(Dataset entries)
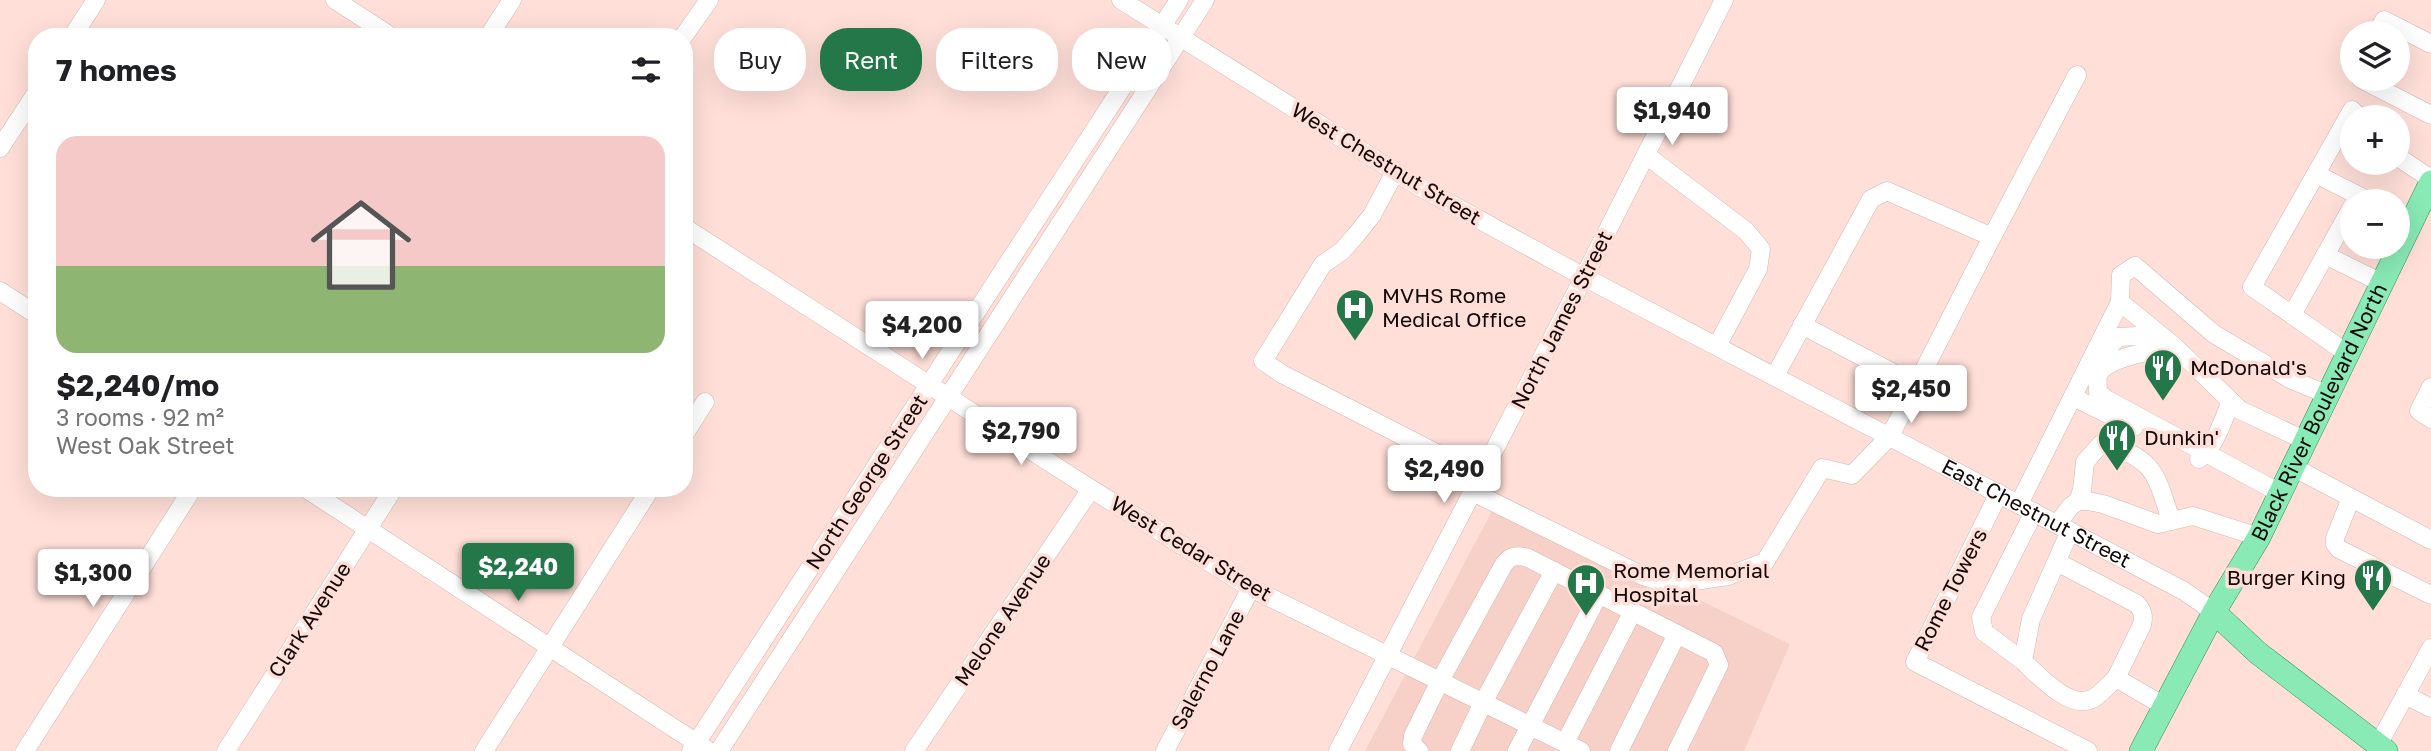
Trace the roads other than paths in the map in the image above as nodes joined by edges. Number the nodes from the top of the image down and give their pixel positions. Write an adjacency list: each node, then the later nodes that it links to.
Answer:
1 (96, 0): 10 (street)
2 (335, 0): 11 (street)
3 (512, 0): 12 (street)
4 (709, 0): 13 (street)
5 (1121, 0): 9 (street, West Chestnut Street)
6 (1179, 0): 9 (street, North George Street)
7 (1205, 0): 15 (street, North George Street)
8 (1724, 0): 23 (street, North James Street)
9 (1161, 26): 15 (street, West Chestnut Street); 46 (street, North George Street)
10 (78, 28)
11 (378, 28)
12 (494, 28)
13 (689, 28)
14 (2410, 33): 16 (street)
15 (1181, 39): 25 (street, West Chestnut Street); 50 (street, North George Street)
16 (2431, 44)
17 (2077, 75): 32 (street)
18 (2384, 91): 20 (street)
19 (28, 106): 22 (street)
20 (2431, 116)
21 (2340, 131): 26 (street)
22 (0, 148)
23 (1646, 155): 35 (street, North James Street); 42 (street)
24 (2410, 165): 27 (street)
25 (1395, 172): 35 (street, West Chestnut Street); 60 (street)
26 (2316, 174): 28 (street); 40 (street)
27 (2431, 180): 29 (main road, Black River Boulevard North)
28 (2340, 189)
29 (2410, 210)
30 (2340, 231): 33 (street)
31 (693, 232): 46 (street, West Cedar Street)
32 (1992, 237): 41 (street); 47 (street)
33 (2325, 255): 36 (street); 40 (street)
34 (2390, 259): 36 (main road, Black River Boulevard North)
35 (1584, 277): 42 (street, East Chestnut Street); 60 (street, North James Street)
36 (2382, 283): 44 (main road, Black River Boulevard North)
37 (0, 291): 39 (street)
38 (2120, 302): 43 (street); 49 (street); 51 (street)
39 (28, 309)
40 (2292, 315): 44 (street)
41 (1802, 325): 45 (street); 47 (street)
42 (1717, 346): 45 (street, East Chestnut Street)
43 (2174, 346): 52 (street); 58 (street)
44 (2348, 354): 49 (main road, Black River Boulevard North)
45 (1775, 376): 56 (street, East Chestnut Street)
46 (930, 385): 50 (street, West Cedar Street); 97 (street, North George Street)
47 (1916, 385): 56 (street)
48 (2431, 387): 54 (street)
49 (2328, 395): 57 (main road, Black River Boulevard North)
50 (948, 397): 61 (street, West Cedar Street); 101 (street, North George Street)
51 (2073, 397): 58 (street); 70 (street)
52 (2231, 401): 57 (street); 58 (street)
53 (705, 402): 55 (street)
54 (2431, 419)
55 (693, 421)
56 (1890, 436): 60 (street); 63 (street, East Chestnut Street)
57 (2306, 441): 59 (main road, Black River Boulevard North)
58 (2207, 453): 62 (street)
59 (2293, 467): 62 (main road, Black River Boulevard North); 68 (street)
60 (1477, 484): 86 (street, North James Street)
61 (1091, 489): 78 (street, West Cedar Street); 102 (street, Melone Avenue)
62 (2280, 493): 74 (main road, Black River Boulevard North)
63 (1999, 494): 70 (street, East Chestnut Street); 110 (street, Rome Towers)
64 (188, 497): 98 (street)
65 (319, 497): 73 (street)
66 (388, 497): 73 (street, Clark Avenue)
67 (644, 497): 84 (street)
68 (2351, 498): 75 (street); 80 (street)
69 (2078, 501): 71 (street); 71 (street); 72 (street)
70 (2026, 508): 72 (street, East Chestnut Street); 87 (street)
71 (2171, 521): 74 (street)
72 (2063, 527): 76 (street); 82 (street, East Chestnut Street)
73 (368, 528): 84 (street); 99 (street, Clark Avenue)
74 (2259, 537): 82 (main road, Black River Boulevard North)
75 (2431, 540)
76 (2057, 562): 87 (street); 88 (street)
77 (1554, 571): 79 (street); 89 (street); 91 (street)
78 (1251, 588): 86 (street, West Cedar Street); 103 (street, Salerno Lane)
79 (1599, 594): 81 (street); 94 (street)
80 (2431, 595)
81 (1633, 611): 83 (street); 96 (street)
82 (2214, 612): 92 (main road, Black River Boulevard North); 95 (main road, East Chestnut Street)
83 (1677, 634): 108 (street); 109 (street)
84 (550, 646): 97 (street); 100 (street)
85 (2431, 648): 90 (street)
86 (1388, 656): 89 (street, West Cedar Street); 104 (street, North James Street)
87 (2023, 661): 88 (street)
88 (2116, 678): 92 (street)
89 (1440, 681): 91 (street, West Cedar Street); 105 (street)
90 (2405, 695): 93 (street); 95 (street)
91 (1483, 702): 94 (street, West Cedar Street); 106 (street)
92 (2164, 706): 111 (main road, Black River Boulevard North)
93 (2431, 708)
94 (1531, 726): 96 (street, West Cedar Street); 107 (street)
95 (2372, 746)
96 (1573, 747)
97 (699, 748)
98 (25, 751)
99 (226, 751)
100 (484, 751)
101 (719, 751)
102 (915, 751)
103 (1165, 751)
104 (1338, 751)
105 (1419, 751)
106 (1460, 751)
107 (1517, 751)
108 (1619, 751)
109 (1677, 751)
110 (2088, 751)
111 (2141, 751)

- _YOUR GOAL_: Make a verbatim copy of all the entries and strip out the pictures.

- _WRITTEN RESPONSE_:
Trace the roads other than paths in the map in the image above as nodes joined by edges. Number the nodes from the top of the image down and give their pixel positions. Write an adjacency list: each node, then the later nodes that it links to.
Answer:
1 (96, 0): 10 (street)
2 (335, 0): 11 (street)
3 (512, 0): 12 (street)
4 (709, 0): 13 (street)
5 (1121, 0): 9 (street, West Chestnut Street)
6 (1179, 0): 9 (street, North George Street)
7 (1205, 0): 15 (street, North George Street)
8 (1724, 0): 23 (street, North James Street)
9 (1161, 26): 15 (street, West Chestnut Street); 46 (street, North George Street)
10 (78, 28)
11 (378, 28)
12 (494, 28)
13 (689, 28)
14 (2410, 33): 16 (street)
15 (1181, 39): 25 (street, West Chestnut Street); 50 (street, North George Street)
16 (2431, 44)
17 (2077, 75): 32 (street)
18 (2384, 91): 20 (street)
19 (28, 106): 22 (street)
20 (2431, 116)
21 (2340, 131): 26 (street)
22 (0, 148)
23 (1646, 155): 35 (street, North James Street); 42 (street)
24 (2410, 165): 27 (street)
25 (1395, 172): 35 (street, West Chestnut Street); 60 (street)
26 (2316, 174): 28 (street); 40 (street)
27 (2431, 180): 29 (main road, Black River Boulevard North)
28 (2340, 189)
29 (2410, 210)
30 (2340, 231): 33 (street)
31 (693, 232): 46 (street, West Cedar Street)
32 (1992, 237): 41 (street); 47 (street)
33 (2325, 255): 36 (street); 40 (street)
34 (2390, 259): 36 (main road, Black River Boulevard North)
35 (1584, 277): 42 (street, East Chestnut Street); 60 (street, North James Street)
36 (2382, 283): 44 (main road, Black River Boulevard North)
37 (0, 291): 39 (street)
38 (2120, 302): 43 (street); 49 (street); 51 (street)
39 (28, 309)
40 (2292, 315): 44 (street)
41 (1802, 325): 45 (street); 47 (street)
42 (1717, 346): 45 (street, East Chestnut Street)
43 (2174, 346): 52 (street); 58 (street)
44 (2348, 354): 49 (main road, Black River Boulevard North)
45 (1775, 376): 56 (street, East Chestnut Street)
46 (930, 385): 50 (street, West Cedar Street); 97 (street, North George Street)
47 (1916, 385): 56 (street)
48 (2431, 387): 54 (street)
49 (2328, 395): 57 (main road, Black River Boulevard North)
50 (948, 397): 61 (street, West Cedar Street); 101 (street, North George Street)
51 (2073, 397): 58 (street); 70 (street)
52 (2231, 401): 57 (street); 58 (street)
53 (705, 402): 55 (street)
54 (2431, 419)
55 (693, 421)
56 (1890, 436): 60 (street); 63 (street, East Chestnut Street)
57 (2306, 441): 59 (main road, Black River Boulevard North)
58 (2207, 453): 62 (street)
59 (2293, 467): 62 (main road, Black River Boulevard North); 68 (street)
60 (1477, 484): 86 (street, North James Street)
61 (1091, 489): 78 (street, West Cedar Street); 102 (street, Melone Avenue)
62 (2280, 493): 74 (main road, Black River Boulevard North)
63 (1999, 494): 70 (street, East Chestnut Street); 110 (street, Rome Towers)
64 (188, 497): 98 (street)
65 (319, 497): 73 (street)
66 (388, 497): 73 (street, Clark Avenue)
67 (644, 497): 84 (street)
68 (2351, 498): 75 (street); 80 (street)
69 (2078, 501): 71 (street); 71 (street); 72 (street)
70 (2026, 508): 72 (street, East Chestnut Street); 87 (street)
71 (2171, 521): 74 (street)
72 (2063, 527): 76 (street); 82 (street, East Chestnut Street)
73 (368, 528): 84 (street); 99 (street, Clark Avenue)
74 (2259, 537): 82 (main road, Black River Boulevard North)
75 (2431, 540)
76 (2057, 562): 87 (street); 88 (street)
77 (1554, 571): 79 (street); 89 (street); 91 (street)
78 (1251, 588): 86 (street, West Cedar Street); 103 (street, Salerno Lane)
79 (1599, 594): 81 (street); 94 (street)
80 (2431, 595)
81 (1633, 611): 83 (street); 96 (street)
82 (2214, 612): 92 (main road, Black River Boulevard North); 95 (main road, East Chestnut Street)
83 (1677, 634): 108 (street); 109 (street)
84 (550, 646): 97 (street); 100 (street)
85 (2431, 648): 90 (street)
86 (1388, 656): 89 (street, West Cedar Street); 104 (street, North James Street)
87 (2023, 661): 88 (street)
88 (2116, 678): 92 (street)
89 (1440, 681): 91 (street, West Cedar Street); 105 (street)
90 (2405, 695): 93 (street); 95 (street)
91 (1483, 702): 94 (street, West Cedar Street); 106 (street)
92 (2164, 706): 111 (main road, Black River Boulevard North)
93 (2431, 708)
94 (1531, 726): 96 (street, West Cedar Street); 107 (street)
95 (2372, 746)
96 (1573, 747)
97 (699, 748)
98 (25, 751)
99 (226, 751)
100 (484, 751)
101 (719, 751)
102 (915, 751)
103 (1165, 751)
104 (1338, 751)
105 (1419, 751)
106 (1460, 751)
107 (1517, 751)
108 (1619, 751)
109 (1677, 751)
110 (2088, 751)
111 (2141, 751)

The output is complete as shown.